#### PROBLEM STATEMENT:
What you return should match the data exactly, from the first line to the last.

#### MATERIAL SHOWN:
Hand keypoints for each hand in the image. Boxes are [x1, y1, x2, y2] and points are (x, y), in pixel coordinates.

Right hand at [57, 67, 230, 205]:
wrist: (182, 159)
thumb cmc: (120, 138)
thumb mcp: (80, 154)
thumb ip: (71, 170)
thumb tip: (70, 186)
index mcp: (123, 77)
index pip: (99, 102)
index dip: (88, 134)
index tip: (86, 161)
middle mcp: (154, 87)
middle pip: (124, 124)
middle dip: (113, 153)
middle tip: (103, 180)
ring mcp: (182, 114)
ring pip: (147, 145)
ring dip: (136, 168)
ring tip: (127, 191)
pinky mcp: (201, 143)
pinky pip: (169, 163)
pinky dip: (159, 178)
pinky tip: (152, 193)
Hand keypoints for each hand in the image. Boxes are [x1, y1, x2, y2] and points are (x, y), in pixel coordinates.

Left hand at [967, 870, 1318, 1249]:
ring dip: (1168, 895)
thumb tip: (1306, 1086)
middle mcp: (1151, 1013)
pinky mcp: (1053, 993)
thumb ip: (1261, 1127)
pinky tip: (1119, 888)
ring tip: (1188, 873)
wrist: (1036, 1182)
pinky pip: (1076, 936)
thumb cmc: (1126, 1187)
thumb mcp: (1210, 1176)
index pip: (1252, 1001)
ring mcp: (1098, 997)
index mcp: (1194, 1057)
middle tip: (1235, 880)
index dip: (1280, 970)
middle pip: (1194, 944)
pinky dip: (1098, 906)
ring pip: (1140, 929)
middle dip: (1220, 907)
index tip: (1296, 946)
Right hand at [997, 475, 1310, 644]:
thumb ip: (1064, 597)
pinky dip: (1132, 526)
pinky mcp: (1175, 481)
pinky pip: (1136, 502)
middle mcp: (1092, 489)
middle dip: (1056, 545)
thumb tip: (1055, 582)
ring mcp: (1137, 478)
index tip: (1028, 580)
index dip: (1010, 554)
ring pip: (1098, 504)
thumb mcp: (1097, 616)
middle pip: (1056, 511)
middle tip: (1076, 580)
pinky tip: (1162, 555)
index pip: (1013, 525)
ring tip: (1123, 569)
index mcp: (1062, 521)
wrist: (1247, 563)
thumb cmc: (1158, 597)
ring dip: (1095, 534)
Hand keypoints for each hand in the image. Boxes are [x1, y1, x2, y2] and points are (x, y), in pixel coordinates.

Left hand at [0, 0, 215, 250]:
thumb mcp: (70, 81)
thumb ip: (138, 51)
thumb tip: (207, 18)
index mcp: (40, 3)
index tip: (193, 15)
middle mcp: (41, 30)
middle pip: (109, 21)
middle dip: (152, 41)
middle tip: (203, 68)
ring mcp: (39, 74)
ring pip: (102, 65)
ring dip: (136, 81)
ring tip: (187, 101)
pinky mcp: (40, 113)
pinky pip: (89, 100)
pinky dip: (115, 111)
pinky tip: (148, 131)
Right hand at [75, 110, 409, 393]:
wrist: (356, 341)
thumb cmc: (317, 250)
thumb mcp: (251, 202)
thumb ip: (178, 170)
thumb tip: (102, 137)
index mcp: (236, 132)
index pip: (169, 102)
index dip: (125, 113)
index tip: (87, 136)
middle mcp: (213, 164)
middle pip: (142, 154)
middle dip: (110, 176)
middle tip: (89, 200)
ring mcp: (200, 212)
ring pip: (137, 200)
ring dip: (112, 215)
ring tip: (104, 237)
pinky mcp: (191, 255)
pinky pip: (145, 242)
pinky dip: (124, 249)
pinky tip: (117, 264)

#### OUTPUT OF THE EXERCISE:
Hand keypoints for each hand in the image. Boxes are [x1, y1, x2, y2] and points are (x, y), in pixel coordinates.

Right hand at [57, 67, 230, 205]:
wrist: (182, 159)
thumb cmc: (120, 138)
thumb mcp: (80, 154)
thumb ip: (71, 170)
thumb tip: (70, 186)
index mcp: (123, 77)
index pip: (99, 102)
index dip: (88, 134)
index tip: (86, 161)
middle mcp: (154, 87)
middle pip: (124, 124)
middle dip: (113, 153)
middle tip: (103, 180)
ring mcp: (182, 114)
ring pip: (147, 145)
ring dip: (136, 168)
ring tip: (127, 191)
pinky mcp: (201, 143)
pinky pip: (169, 163)
pinky dip: (159, 178)
pinky tip: (152, 193)
Hand keypoints for each hand in the image. Boxes are [x1, y1, x2, y2] and points are (x, y), in pixel coordinates.

Left hand at [967, 870, 1318, 1249]:
ring dip: (1168, 895)
thumb tip: (1306, 1086)
middle mcp: (1151, 1013)
pinky mcp: (1053, 993)
thumb ip: (1261, 1127)
pinky tip: (1119, 888)
ring tip: (1188, 873)
wrist: (1036, 1182)
pinky pip: (1076, 936)
thumb cmc: (1126, 1187)
thumb mcp: (1210, 1176)
index pip: (1252, 1001)
ring mcp: (1098, 997)
index mcp: (1194, 1057)
middle tip: (1235, 880)
index dip: (1280, 970)
middle pip: (1194, 944)
pinky dip: (1098, 906)
ring pip: (1140, 929)
middle dip: (1220, 907)
index tip: (1296, 946)
Right hand at [997, 475, 1310, 644]:
thumb ip: (1064, 597)
pinky dip: (1132, 526)
pinky mcp: (1175, 481)
pinky pip: (1136, 502)
middle mcp: (1092, 489)
middle dip: (1056, 545)
thumb tip: (1055, 582)
ring mcp: (1137, 478)
index tip: (1028, 580)
index dip: (1010, 554)
ring pip: (1098, 504)
thumb mcp: (1097, 616)
middle pip: (1056, 511)
middle tip: (1076, 580)
pinky tip: (1162, 555)
index pip: (1013, 525)
ring tip: (1123, 569)
index mcp: (1062, 521)
wrist: (1247, 563)
thumb cmc: (1158, 597)
ring dip: (1095, 534)
Hand keypoints for each hand in the image. Boxes are [x1, y1, x2, y2] and points are (x, y), in pixel coordinates.

Left hand at [0, 0, 215, 250]:
thumb mcp: (70, 81)
thumb ip: (138, 51)
thumb tip: (207, 18)
index mcp: (40, 3)
index tip: (193, 15)
middle mcp: (41, 30)
middle pip: (109, 21)
middle dip: (152, 41)
middle tip: (203, 68)
ring mcp: (39, 74)
ring pip: (102, 65)
ring dip: (136, 81)
ring tip: (187, 101)
pinky mcp: (40, 113)
pinky pip: (89, 100)
pinky dip: (115, 111)
pinky tip: (148, 131)
Right hand at [75, 110, 409, 393]:
wrist: (356, 341)
thumb cmc: (317, 250)
thumb mcp: (251, 202)
thumb ip: (178, 170)
thumb tip: (102, 137)
index mcp: (236, 132)
index pip: (169, 102)
index dip: (125, 113)
index tip: (87, 136)
middle mcp: (213, 164)
middle pip: (142, 154)
middle dip: (110, 176)
middle tip: (89, 200)
ring mcp: (200, 212)
ring pip: (137, 200)
ring dip: (112, 215)
ring tip: (104, 237)
pinky mcp: (191, 255)
pinky pip: (145, 242)
pinky dip: (124, 249)
pinky tip: (117, 264)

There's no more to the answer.